### Dataset entries
^^^^^^^^
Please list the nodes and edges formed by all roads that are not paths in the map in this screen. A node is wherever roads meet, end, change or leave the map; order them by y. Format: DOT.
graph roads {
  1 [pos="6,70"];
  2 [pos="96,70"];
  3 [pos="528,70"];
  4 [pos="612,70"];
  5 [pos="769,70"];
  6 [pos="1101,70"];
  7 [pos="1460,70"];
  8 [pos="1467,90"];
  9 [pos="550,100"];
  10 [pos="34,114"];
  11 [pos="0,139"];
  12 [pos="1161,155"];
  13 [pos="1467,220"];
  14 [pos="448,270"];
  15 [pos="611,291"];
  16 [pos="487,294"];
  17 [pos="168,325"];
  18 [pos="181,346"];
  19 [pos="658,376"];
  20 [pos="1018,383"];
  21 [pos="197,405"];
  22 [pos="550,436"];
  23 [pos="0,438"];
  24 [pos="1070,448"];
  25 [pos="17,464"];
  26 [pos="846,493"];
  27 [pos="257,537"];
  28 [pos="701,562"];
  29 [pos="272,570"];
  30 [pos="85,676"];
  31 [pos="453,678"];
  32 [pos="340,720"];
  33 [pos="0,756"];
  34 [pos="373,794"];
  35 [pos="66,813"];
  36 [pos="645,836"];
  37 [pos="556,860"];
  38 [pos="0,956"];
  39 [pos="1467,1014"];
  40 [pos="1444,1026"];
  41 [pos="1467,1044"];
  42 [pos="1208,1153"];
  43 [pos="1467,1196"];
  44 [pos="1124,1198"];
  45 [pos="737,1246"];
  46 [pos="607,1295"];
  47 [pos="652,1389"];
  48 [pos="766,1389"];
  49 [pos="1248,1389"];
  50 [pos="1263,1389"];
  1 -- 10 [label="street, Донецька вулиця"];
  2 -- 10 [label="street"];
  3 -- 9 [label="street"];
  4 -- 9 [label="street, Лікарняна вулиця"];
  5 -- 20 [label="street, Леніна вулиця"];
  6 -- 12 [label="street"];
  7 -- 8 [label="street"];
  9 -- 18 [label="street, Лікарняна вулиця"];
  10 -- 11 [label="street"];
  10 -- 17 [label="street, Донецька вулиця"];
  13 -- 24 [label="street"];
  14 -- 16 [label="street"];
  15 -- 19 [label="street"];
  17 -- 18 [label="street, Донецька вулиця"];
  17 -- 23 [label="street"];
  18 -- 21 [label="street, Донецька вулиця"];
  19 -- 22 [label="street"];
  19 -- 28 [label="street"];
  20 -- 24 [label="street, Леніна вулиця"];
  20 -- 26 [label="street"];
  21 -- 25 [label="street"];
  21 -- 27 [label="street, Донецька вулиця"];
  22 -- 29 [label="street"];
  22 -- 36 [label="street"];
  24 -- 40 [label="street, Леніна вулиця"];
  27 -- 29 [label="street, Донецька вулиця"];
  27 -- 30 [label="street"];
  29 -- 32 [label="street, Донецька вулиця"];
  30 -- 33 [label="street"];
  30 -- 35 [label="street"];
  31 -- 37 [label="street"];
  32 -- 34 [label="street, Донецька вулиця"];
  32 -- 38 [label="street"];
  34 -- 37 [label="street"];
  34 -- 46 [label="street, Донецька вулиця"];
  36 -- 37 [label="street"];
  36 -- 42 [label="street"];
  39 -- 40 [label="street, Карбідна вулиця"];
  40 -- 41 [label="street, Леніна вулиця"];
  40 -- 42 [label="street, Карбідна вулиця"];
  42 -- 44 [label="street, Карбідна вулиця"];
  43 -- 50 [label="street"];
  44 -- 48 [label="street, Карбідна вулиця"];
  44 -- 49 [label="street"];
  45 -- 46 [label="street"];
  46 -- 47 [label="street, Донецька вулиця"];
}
^^^^^^^^
### Activity
Every line of the listing that holds the word "roads" should be counted. Please give that number only.

### Problem solution
2